Грудинин быстро, насколько позволяли силы, переставляя ставшие ватными ноги, пошёл к выходу, чтобы не упасть расставив руки и кончиками пальцев касаясь то одной, то другой стены фургона. На лестнице он столкнулся с огромным краснолицым Ефимовым, который, в кепке набекрень и сделав зверское лицо, уже ухватился обеими красными руками за облезлые поручни возле двери, намереваясь влезть внутрь.
– Что? Вышел? В строй давай! – крикнул он Грудинину, спрыгивая на землю и энергично встряхивая руками, оправляя задравшиеся рукава бушлата. – Пошёл, пошёл!
Пройдя мимо молодого, со свежим розовым лицом и пушком под губой конвойного, державшего тонкой рукой за поводок огромную овчарку, рвавшуюся и скалившуюся на заключённых, Грудинин через жирную грязь подошёл к строю. Арестантов вызывали по двое, и в сопровождении конвойных отводили к столыпинскому вагону, где их встречали другие конвойные и разводили по маленьким купе с двухэтажными койками и клетками вместо дверей. Грудинину достался в пару маленький худой заключённый, в металлических очках, с красными глазами и белобрысый, всем своим видом похожий на белую мышь. Он, шёл, весь наклонившись вперёд, словно обессиленный, с висящими как плети вдоль тела руками, пугливо озираясь по сторонам. Едва конвойный закрыл за ними решётку, он взобрался на верхнюю полку, и сразу заснул. Двое других заключённых, приведённых в купе, усевшись рядом, завели о чём-то тихий разговор, видимо, продолжая беседу, начатую в автозаке. Грудинин лёг на свою койку, чрезвычайно жёсткую и холодную, с одним матрасом, накинутым на металлический каркас, и замер.
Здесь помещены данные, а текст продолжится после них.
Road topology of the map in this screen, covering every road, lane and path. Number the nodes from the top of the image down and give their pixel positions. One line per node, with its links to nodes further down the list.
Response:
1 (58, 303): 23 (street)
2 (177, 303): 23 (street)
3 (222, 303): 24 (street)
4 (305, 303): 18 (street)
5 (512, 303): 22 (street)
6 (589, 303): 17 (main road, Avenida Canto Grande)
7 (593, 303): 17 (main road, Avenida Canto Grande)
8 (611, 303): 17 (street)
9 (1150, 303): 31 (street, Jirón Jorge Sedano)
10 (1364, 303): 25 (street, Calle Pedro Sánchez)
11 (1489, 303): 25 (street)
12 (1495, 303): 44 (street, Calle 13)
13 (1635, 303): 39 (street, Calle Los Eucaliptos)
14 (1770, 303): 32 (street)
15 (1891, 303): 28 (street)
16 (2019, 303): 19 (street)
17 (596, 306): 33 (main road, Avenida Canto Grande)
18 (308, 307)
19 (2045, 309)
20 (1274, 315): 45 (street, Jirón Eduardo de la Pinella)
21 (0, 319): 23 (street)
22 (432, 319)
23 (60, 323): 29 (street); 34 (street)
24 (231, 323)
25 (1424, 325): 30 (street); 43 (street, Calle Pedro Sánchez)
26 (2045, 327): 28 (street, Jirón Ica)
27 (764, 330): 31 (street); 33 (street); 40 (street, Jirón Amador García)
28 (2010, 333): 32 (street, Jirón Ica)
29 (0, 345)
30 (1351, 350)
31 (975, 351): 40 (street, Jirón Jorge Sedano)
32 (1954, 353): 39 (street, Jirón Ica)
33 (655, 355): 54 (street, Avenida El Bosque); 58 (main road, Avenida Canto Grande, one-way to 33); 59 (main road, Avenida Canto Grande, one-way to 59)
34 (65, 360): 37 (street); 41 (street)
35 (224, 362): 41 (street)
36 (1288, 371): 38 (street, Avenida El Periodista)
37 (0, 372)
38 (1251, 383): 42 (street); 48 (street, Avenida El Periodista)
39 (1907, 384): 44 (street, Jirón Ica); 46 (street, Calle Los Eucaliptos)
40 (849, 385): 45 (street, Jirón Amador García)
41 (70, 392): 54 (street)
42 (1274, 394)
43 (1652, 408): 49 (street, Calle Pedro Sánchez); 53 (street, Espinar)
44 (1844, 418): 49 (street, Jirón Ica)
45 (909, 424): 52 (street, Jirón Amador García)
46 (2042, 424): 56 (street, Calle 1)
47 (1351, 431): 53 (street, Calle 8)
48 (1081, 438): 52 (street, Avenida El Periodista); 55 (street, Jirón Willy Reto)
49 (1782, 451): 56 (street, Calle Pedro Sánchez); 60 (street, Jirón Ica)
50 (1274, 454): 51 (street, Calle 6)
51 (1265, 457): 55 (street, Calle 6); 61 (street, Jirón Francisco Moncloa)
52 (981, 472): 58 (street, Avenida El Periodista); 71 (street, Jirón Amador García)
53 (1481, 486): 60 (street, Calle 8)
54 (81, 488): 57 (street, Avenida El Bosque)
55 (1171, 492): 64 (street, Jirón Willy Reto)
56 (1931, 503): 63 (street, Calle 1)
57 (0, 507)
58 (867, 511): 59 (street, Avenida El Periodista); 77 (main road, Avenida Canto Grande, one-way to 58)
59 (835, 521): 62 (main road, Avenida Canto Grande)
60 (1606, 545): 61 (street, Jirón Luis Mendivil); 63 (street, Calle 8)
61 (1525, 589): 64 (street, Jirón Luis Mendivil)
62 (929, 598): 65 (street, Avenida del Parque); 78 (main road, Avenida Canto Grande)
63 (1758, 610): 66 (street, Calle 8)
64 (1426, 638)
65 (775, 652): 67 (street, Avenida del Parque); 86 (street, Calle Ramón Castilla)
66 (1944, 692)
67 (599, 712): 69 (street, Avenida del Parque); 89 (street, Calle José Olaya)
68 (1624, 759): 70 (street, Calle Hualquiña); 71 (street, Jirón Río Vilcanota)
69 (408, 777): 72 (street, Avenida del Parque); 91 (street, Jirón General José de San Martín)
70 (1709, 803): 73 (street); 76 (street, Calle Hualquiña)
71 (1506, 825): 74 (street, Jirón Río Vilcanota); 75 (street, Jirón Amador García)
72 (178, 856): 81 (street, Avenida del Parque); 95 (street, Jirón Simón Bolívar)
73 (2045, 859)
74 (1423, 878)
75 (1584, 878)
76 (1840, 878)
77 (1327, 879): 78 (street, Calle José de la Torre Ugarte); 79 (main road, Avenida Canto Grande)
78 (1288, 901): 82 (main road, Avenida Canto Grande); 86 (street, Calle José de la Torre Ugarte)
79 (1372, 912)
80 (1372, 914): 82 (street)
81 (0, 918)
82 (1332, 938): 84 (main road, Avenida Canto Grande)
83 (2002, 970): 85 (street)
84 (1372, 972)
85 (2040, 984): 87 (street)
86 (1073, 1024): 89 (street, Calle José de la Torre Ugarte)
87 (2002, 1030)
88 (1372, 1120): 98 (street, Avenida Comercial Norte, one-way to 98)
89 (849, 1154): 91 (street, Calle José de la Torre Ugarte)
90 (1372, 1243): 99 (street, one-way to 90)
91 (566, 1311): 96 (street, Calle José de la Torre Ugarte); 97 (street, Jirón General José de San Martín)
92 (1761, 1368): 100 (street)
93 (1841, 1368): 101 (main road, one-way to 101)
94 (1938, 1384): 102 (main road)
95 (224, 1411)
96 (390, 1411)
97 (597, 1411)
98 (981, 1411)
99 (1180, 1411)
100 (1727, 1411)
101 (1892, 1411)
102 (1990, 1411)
…Этот краткий миг, встреча в суде с Леной отчего-то не выходил у него из головы. То ли так сказалось напряжение последнего времени, то ли она задела в его душе какие-то, прежде молчавшие струны – этого он разобрать не мог. Так или иначе, впечатление, ей произведённое, было грандиозно. Буренину, приехавшему в суд с какими-то новыми бумагами от экспертов, он ничего не сказал. Но, слушая, как адвокат объясняет то, что значилось в этих бумагах, какие-то уточнения и дополнения к показаниям одного из свидетелей, который, согласно новым данным экспертизы, не мог видеть из своего окна дорогу в момент происшествия, он продолжал думать об этой встрече. Энергичный и быстрый, несколько визгливый, как у всех толстяков голос Буренина, обычно успокаивающий Грудинина, теперь раздражал его, и он, сославшись на головную боль, отправился домой.